Том 3. Алые паруса. Рассказы — страница 90 из 95

— Тут он, со мной приехал.

— Игде? — спросил Гранька, роняя лапоть.

— Палочку состругнуть пошел, тросточку. Скучая, полштоф вина выпили с ним.

Из леса, дымя папиросой, показался человек в городском костюме. Завидев мужиков, он пошел быстрее и через минуту, прищурившись, с улыбкой смотрел вплотную на старика Граньку.

— Вот и я, — сказал он, неловко обнимая отца.

Гранька, вытерев о штаны руки, прижал их к карманам сына и прослезился.

— Миш, а Миш, — бормотал он, — приехал, значит.

— А то как же… — громко, отступая, сказал Михаил. — Дай-ка я посмотрю на тебя, старик, — он обошел вокруг Граньки кругом, паясничая, подмигивая Агафьину, и стал серьезен. — Настоящие мощи, неистребимые. Как живешь?

— Маненько живу, мать-то померла, знаешь?

— Должно быть. Старуха была. — Михаил положил руку на плечо Граньке. — Ну сядем.

Агафьин снял котелок и чайник, поставил на стол чашки и пестерек с сахаром. Отец с сыном сидели друг против друга.
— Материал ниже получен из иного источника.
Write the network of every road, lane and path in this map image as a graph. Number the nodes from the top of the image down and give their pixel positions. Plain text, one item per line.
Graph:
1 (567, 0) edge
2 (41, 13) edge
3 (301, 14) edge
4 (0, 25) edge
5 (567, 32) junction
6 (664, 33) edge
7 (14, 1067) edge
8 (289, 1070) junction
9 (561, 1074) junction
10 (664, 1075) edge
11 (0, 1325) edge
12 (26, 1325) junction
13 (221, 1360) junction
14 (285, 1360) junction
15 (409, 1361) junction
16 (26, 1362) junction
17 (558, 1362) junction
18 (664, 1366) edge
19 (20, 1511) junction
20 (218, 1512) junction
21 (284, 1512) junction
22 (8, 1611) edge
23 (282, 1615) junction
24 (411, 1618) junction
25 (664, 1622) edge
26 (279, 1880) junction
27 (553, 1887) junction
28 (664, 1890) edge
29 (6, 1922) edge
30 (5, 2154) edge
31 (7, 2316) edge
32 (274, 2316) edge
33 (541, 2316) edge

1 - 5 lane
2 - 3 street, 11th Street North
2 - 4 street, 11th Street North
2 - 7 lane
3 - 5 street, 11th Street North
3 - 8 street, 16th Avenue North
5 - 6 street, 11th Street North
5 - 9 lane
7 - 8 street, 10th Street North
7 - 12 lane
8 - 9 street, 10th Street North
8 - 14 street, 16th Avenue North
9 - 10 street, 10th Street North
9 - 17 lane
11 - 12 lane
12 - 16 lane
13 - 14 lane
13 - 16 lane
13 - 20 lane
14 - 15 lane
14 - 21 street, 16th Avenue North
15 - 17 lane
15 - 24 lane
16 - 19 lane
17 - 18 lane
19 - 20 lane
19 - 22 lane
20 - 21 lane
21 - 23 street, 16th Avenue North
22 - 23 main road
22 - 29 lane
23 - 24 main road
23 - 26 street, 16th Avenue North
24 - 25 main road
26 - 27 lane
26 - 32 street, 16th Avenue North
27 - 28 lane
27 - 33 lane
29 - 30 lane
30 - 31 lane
Гранька не узнавал сына. От прежнего Мишки остались лишь вихор да веснушки; борода, усы, возмужалость, серый городской костюм делали сына чужим.

— Везде я был, — жуя сахар, рассказывал Михаил.

Агафьин не сводил с него крупных, восторженных глаз, твердя, в паузах, бойко и льстиво: — Ишь ты. Дела, брат, первый сорт. Эх куры — петушки.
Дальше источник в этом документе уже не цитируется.